3. Which suits your style?
Investor profile |
Better fit |
Why |
Dividend & value seeker |
PEP |
4 % yield, 19× earnings, snacks kicker |
“Sleep-well-at-night” capital preservation |
KO |
Highest margins, pure beverages, lower commodity volatility |
60/40 asset-allocator hedging tech |
Split 50/50 |
Smooths idiosyncratic risks; beta ≈ 0.55 |
Options-oriented trader |
PEP |
Higher implied vol, easier to harvest premium around earnings |
4. Timing thoughts ⏱️
• PEP just reclaimed its 60-day MA; RSI ~75 (overbought). Ideal entry on a pullback toward $131–133.
• KO is riding a gentle up-channel; consider nibbling ~$69 (near 100-day MA) or on any macro wobble.
• Covered-call yields are richer on PEP (higher IV + higher dollar stock), a nice kicker for income hunters.

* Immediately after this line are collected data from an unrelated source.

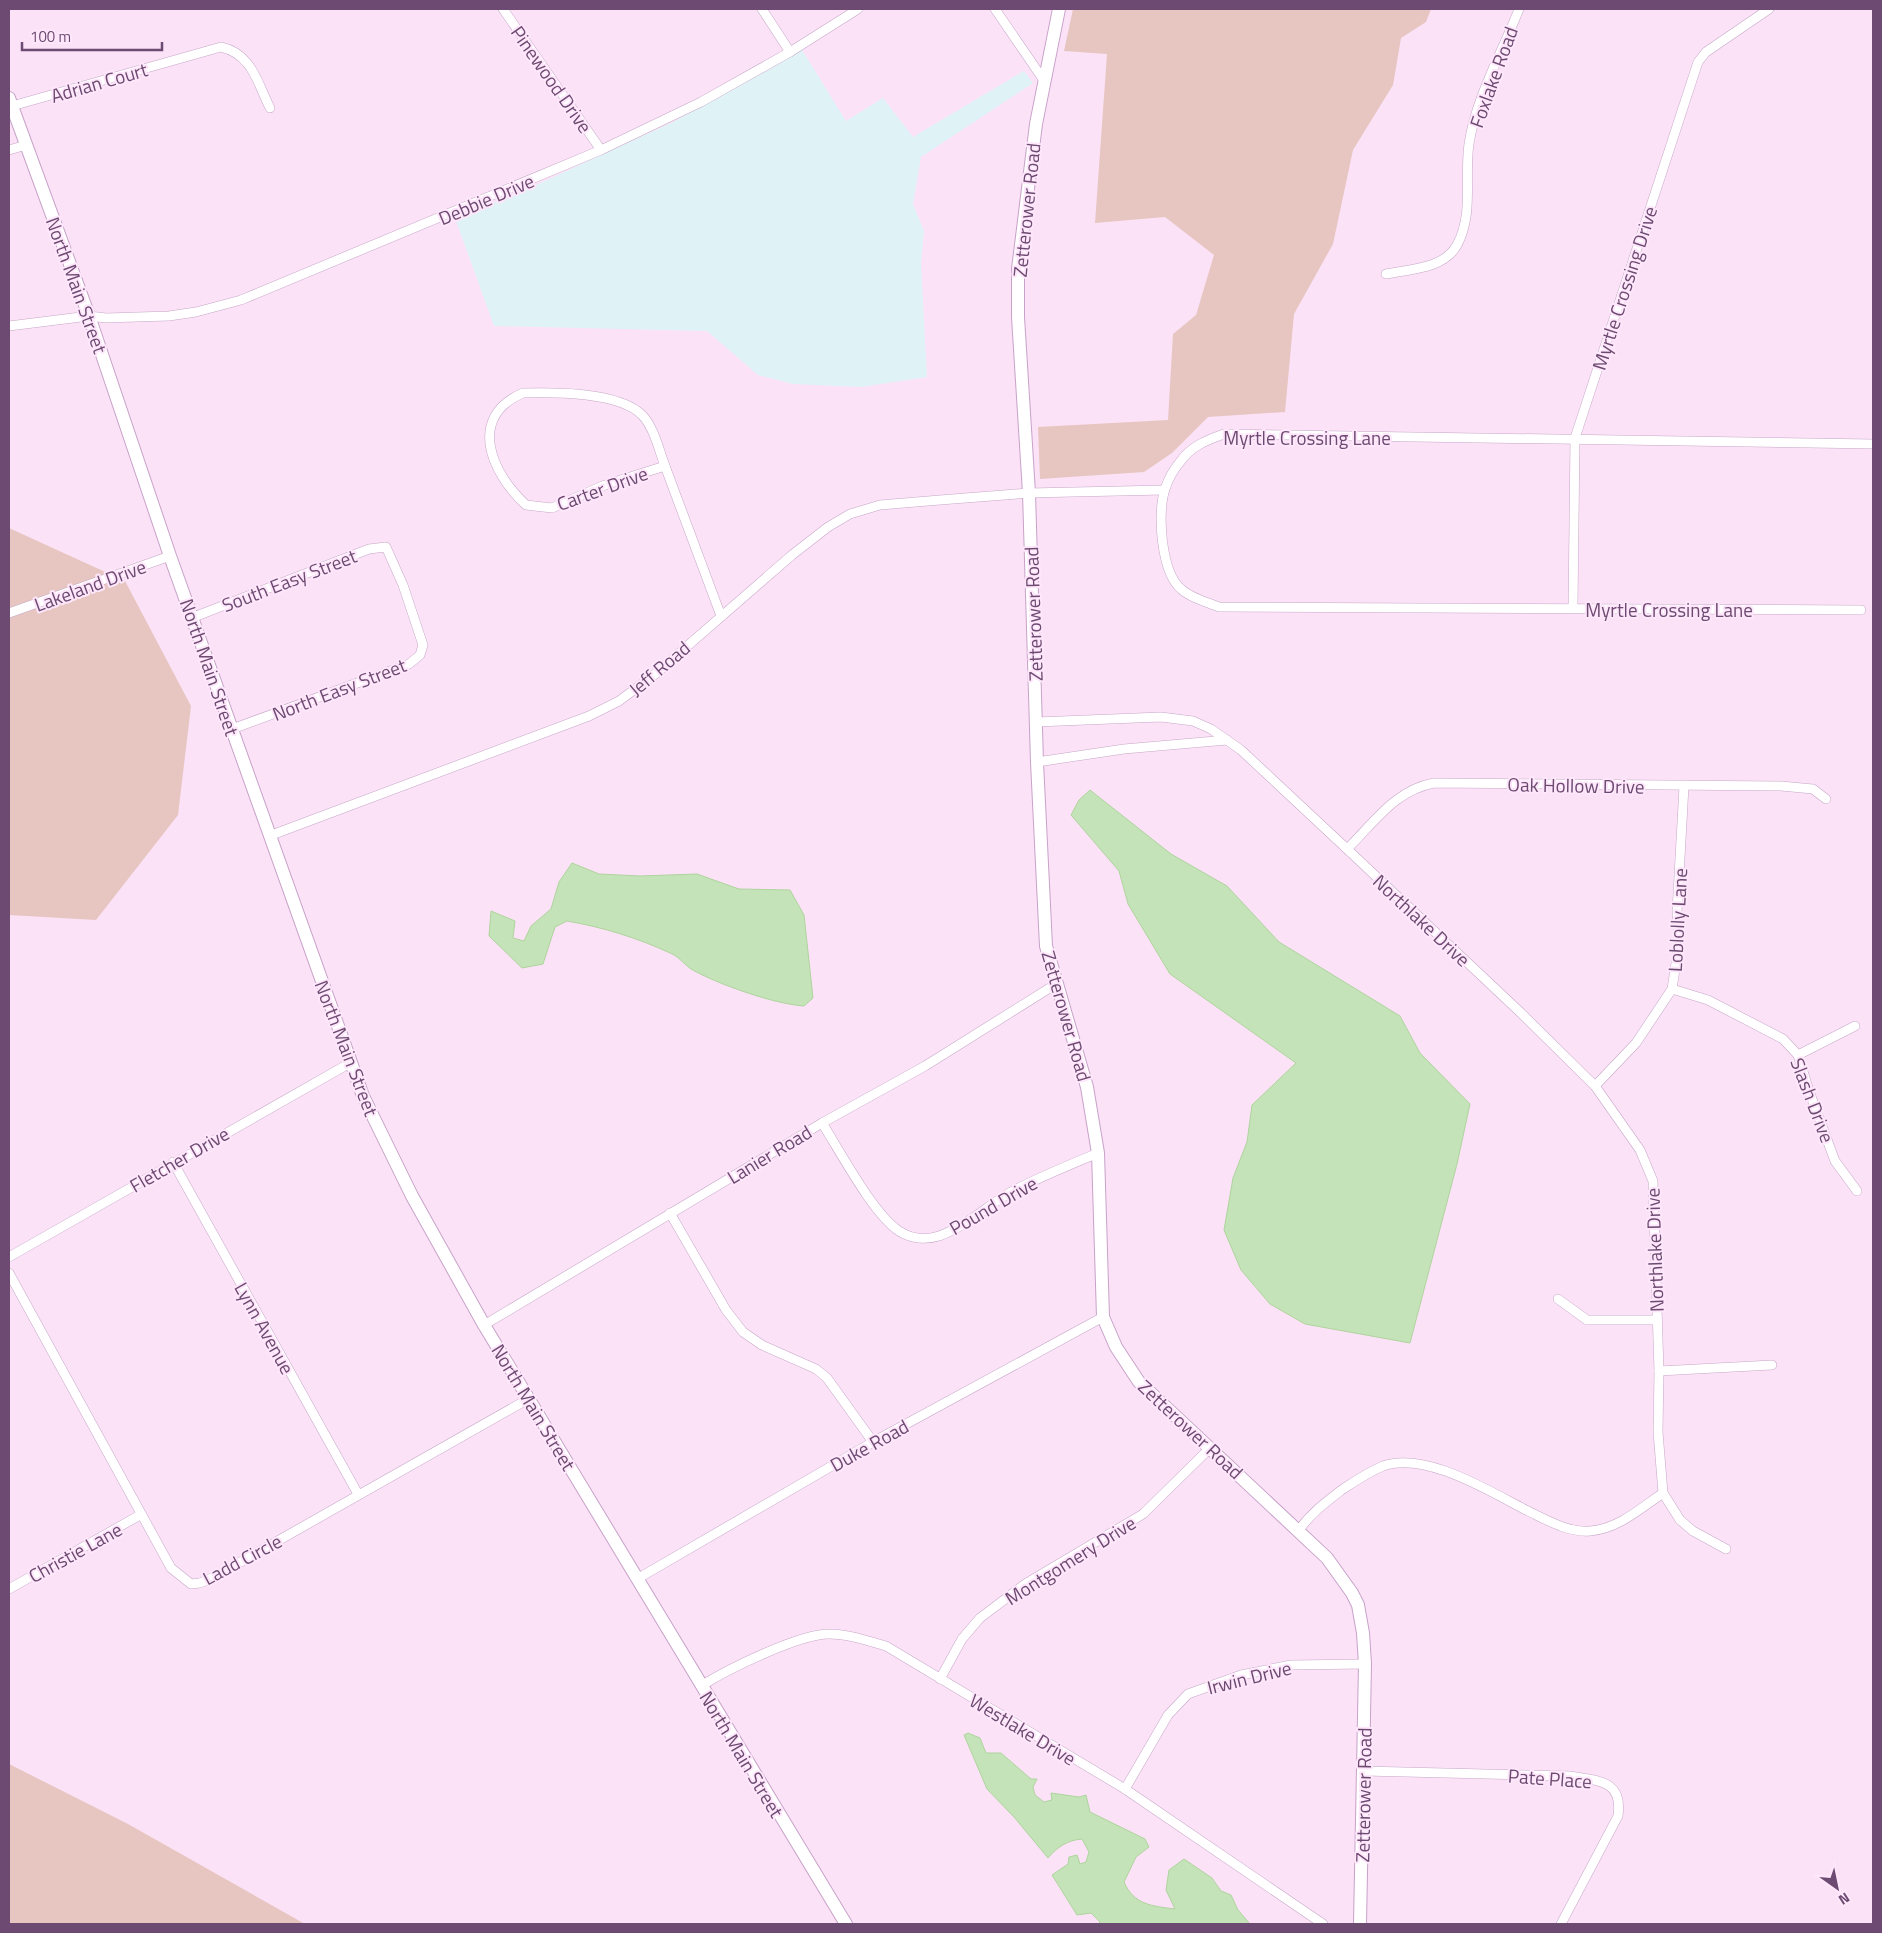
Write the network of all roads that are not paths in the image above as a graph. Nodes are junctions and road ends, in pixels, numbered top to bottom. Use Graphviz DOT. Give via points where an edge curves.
graph roads {
  1 [pos="504,9"];
  2 [pos="762,9"];
  3 [pos="858,9"];
  4 [pos="995,9"];
  5 [pos="1059,9"];
  6 [pos="1519,9"];
  7 [pos="1769,9"];
  8 [pos="790,52"];
  9 [pos="1045,82"];
  10 [pos="10,102"];
  11 [pos="270,108"];
  12 [pos="26,145"];
  13 [pos="9,150"];
  14 [pos="600,150"];
  15 [pos="1386,274"];
  16 [pos="89,316"];
  17 [pos="9,326"];
  18 [pos="1575,438"];
  19 [pos="1873,444"];
  20 [pos="665,466"];
  21 [pos="1164,490"];
  22 [pos="1029,493"];
  23 [pos="386,547"];
  24 [pos="170,556"];
  25 [pos="1573,608"];
  26 [pos="1861,610"];
  27 [pos="9,613"];
  28 [pos="722,616"];
  29 [pos="194,617"];
  30 [pos="1036,722"];
  31 [pos="232,729"];
  32 [pos="1227,740"];
  33 [pos="1037,762"];
  34 [pos="1684,786"];
  35 [pos="1826,799"];
  36 [pos="269,836"];
  37 [pos="1347,849"];
  38 [pos="1056,984"];
  39 [pos="1672,989"];
  40 [pos="1855,1026"];
  41 [pos="1798,1055"];
  42 [pos="350,1062"];
  43 [pos="1595,1086"];
  44 [pos="822,1122"];
  45 [pos="1098,1153"];
  46 [pos="173,1162"];
  47 [pos="1857,1191"];
  48 [pos="670,1213"];
  49 [pos="9,1257"];
  50 [pos="9,1273"];
  51 [pos="1558,1300"];
  52 [pos="1103,1317"];
  53 [pos="1657,1320"];
  54 [pos="484,1325"];
  55 [pos="1772,1365"];
  56 [pos="1659,1371"];
  57 [pos="530,1398"];
  58 [pos="873,1442"];
  59 [pos="1210,1448"];
  60 [pos="1663,1493"];
  61 [pos="358,1494"];
  62 [pos="140,1515"];
  63 [pos="1298,1530"];
  64 [pos="1726,1549"];
  65 [pos="637,1579"];
  66 [pos="9,1589"];
  67 [pos="1365,1664"];
  68 [pos="940,1679"];
  69 [pos="701,1686"];
  70 [pos="1364,1771"];
  71 [pos="1125,1789"];
  72 [pos="846,1924"];
  73 [pos="1323,1924"];
  74 [pos="1360,1924"];
  75 [pos="1561,1924"];
  1 -- 14 [label="street, Pinewood Drive"];
  2 -- 8 [label="street"];
  3 -- 8 [label="street, Debbie Drive"];
  4 -- 9 [label="street"];
  5 -- 9 [label="street, Zetterower Road"];
  6 -- 15 [label="street, Foxlake Road" via="1484,94 1469,144 1468,210 1457,245 1442,262"];
  7 -- 18 [label="street, Myrtle Crossing Drive" via="1706,52 1698,62"];
  8 -- 14 [label="street, Debbie Drive" via="701,102"];
  9 -- 22 [label="street, Zetterower Road" via="1036,124 1018,269"];
  10 -- 11 [label="street, Adrian Court" via="221,47 244,57"];
  10 -- 12 [label="street, North Main Street"];
  12 -- 13 [label="street"];
  12 -- 16 [label="street, North Main Street"];
  14 -- 16 [label="street, Debbie Drive" via="241,300 169,316"];
  16 -- 17 [label="street, Debbie Drive"];
  16 -- 24 [label="street, North Main Street"];
  18 -- 19 [label="street, Myrtle Crossing Lane"];
  18 -- 21 [label="street, Myrtle Crossing Lane" via="1224,434 1201,442 1187,454"];
  18 -- 25 [label="street, Myrtle Crossing Drive"];
  20 -- 20 [label="street, Carter Drive" via="644,417 620,403 566,394 523,393 505,403 493,420 490,448 494,461 510,489 526,505 552,508 605,485"];
  20 -- 28 [label="street, Carter Drive"];
  21 -- 22 [label="street, Jeff Road"];
  21 -- 25 [label="street, Myrtle Crossing Lane" via="1161,540 1166,562 1179,588 1219,607"];
  22 -- 28 [label="street, Jeff Road" via="880,505 850,514 799,549"];
  22 -- 30 [label="street, Zetterower Road"];
  23 -- 29 [label="street, South Easy Street" via="369,549"];
  23 -- 31 [label="street, North Easy Street" via="424,645 420,655 409,664"];
  24 -- 27 [label="street, Lakeland Drive"];
  24 -- 29 [label="street, North Main Street"];
  25 -- 26 [label="street, Myrtle Crossing Lane"];
  28 -- 36 [label="street, Jeff Road" via="638,688 589,716"];
  29 -- 31 [label="street, North Main Street"];
  30 -- 32 [label="street, Northlake Drive" via="1161,717 1193,721 1211,728"];
  30 -- 33 [label="street, Zetterower Road"];
  31 -- 36 [label="street, North Main Street"];
  32 -- 33 [label="street" via="1124,749"];
  32 -- 37 [label="street, Northlake Drive"];
  33 -- 38 [label="street, Zetterower Road" via="1046,946"];
  34 -- 35 [label="street, Oak Hollow Drive" via="1781,786 1813,789"];
  34 -- 37 [label="street, Oak Hollow Drive" via="1450,783 1420,786 1394,801"];
  34 -- 39 [label="street, Loblolly Lane" via="1679,943"];
  36 -- 42 [label="street, North Main Street"];
  37 -- 43 [label="street, Northlake Drive"];
  38 -- 44 [label="street, Lanier Road" via="925,1066"];
  38 -- 45 [label="street, Zetterower Road" via="1087,1087"];
  39 -- 41 [label="street, Slash Drive" via="1708,1000 1760,1025 1783,1038"];
  39 -- 43 [label="street, Loblolly Lane" via="1636,1043"];
  40 -- 41 [label="street"];
  41 -- 47 [label="street, Slash Drive" via="1836,1161"];
  42 -- 46 [label="street, Fletcher Drive"];
  42 -- 54 [label="street, North Main Street" via="399,1171"];
  43 -- 53 [label="street, Northlake Drive" via="1640,1150 1653,1181"];
  44 -- 45 [label="street, Pound Drive" via="879,1212 899,1232 926,1239 952,1230 1011,1192"];
  44 -- 48 [label="street, Lanier Road"];
  45 -- 52 [label="street, Zetterower Road"];
  46 -- 49 [label="street, Fletcher Drive"];
  46 -- 61 [label="street, Lynn Avenue"];
  48 -- 54 [label="street, Lanier Road"];
  48 -- 58 [label="street" via="726,1310 743,1332 762,1346 816,1369"];
  50 -- 62 [label="street, Ladd Circle"];
  51 -- 53 [label="street" via="1587,1320"];
  52 -- 58 [label="street, Duke Road"];
  52 -- 59 [label="street, Zetterower Road" via="1116,1347 1139,1382"];
  53 -- 56 [label="street, Northlake Drive"];
  54 -- 57 [label="street, North Main Street"];
  55 -- 56 [label="street"];
  56 -- 60 [label="street, Northlake Drive" via="1658,1432"];
  57 -- 61 [label="street, Ladd Circle"];
  57 -- 65 [label="street, North Main Street"];
  58 -- 65 [label="street, Duke Road"];
  59 -- 63 [label="street, Zetterower Road"];
  59 -- 68 [label="street, Montgomery Drive" via="1143,1514 1025,1584 980,1618 962,1639"];
  60 -- 63 [label="street" via="1613,1526 1591,1532 1574,1531 1466,1478 1421,1466 1384,1466 1355,1481 1310,1515"];
  60 -- 64 [label="street" via="1680,1520"];
  61 -- 62 [label="street, Ladd Circle" via="214,1576 191,1584 171,1568"];
  62 -- 66 [label="street, Christie Lane"];
  63 -- 67 [label="street, Zetterower Road" via="1328,1558 1352,1592 1362,1619"];
  65 -- 69 [label="street, North Main Street"];
  67 -- 70 [label="street, Zetterower Road"];
  67 -- 71 [label="street, Irwin Drive" via="1284,1666 1233,1677 1188,1694 1168,1715"];
  68 -- 69 [label="street, Westlake Drive" via="886,1646 830,1634 802,1639"];
  68 -- 71 [label="street, Westlake Drive"];
  69 -- 72 [label="street, North Main Street"];
  70 -- 74 [label="street, Zetterower Road"];
  70 -- 75 [label="street, Pate Place" via="1570,1776 1602,1782 1615,1789 1620,1801 1618,1816"];
  71 -- 73 [label="street, Westlake Drive"];
}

5. Bottom-line checklist ✅
- Need higher current income? → PEP
- Want maximum consistency, even at a premium? → KO
- Can’t decide? Own both and let their 130-year rivalry compound for you 🤝
Either way, you’re hitching your wagon to two of the world’s most resilient consumer cash machines—so relax, crack open a cold one (your choice of brand 😉) and let dividend reinvestment do the heavy lifting. Cheers! 🥤📈
1: FinQuery pull, 1 July 2025 – Price, P/E, dividend yield, revenue and EPS YoY for KO & PEP.